**Task details:** Each line below must be set down exactly; omit any image you find.
*** Record excerpts ***
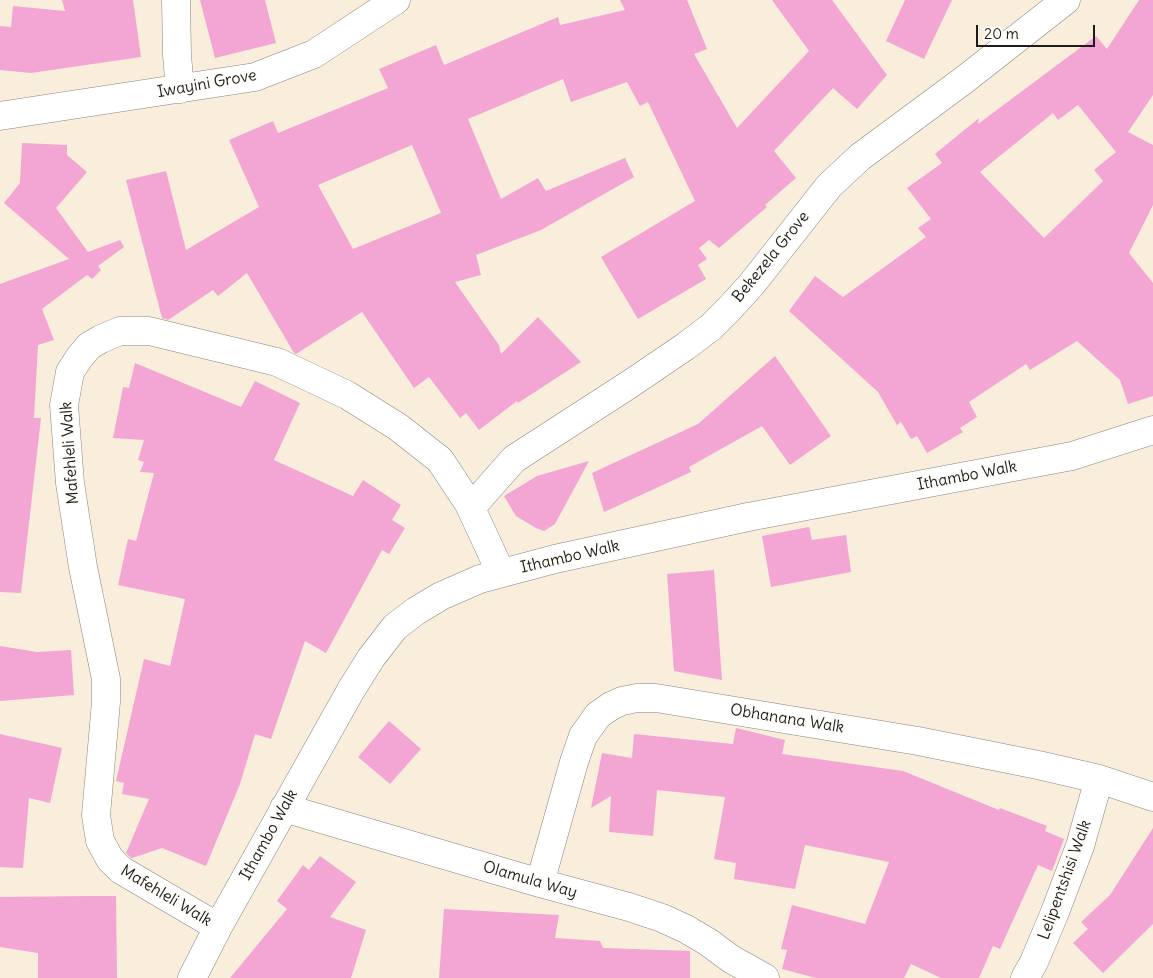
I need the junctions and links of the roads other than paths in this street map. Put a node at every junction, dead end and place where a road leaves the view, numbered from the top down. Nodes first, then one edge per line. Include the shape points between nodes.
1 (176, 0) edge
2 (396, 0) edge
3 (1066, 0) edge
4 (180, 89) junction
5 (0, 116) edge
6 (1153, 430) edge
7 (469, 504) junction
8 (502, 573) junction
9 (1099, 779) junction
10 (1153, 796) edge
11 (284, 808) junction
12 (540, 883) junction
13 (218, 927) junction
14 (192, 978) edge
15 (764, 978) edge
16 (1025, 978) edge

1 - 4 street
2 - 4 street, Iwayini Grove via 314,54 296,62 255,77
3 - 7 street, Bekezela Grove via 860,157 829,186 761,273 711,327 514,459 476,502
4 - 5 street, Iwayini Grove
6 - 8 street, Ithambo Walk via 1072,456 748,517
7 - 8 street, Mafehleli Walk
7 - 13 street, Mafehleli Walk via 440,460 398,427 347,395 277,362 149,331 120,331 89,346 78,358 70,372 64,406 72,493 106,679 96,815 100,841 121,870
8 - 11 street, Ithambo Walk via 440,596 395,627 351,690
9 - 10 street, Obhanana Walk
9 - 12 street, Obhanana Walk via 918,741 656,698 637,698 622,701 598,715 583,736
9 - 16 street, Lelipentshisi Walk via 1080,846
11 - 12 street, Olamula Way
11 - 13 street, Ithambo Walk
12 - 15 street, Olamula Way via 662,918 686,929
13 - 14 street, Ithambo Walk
*** End of Record excerpts ***
**Output below:**
I need the junctions and links of the roads other than paths in this street map. Put a node at every junction, dead end and place where a road leaves the view, numbered from the top down. Nodes first, then one edge per line. Include the shape points between nodes.
1 (176, 0) edge
2 (396, 0) edge
3 (1066, 0) edge
4 (180, 89) junction
5 (0, 116) edge
6 (1153, 430) edge
7 (469, 504) junction
8 (502, 573) junction
9 (1099, 779) junction
10 (1153, 796) edge
11 (284, 808) junction
12 (540, 883) junction
13 (218, 927) junction
14 (192, 978) edge
15 (764, 978) edge
16 (1025, 978) edge

1 - 4 street
2 - 4 street, Iwayini Grove via 314,54 296,62 255,77
3 - 7 street, Bekezela Grove via 860,157 829,186 761,273 711,327 514,459 476,502
4 - 5 street, Iwayini Grove
6 - 8 street, Ithambo Walk via 1072,456 748,517
7 - 8 street, Mafehleli Walk
7 - 13 street, Mafehleli Walk via 440,460 398,427 347,395 277,362 149,331 120,331 89,346 78,358 70,372 64,406 72,493 106,679 96,815 100,841 121,870
8 - 11 street, Ithambo Walk via 440,596 395,627 351,690
9 - 10 street, Obhanana Walk
9 - 12 street, Obhanana Walk via 918,741 656,698 637,698 622,701 598,715 583,736
9 - 16 street, Lelipentshisi Walk via 1080,846
11 - 12 street, Olamula Way
11 - 13 street, Ithambo Walk
12 - 15 street, Olamula Way via 662,918 686,929
13 - 14 street, Ithambo Walk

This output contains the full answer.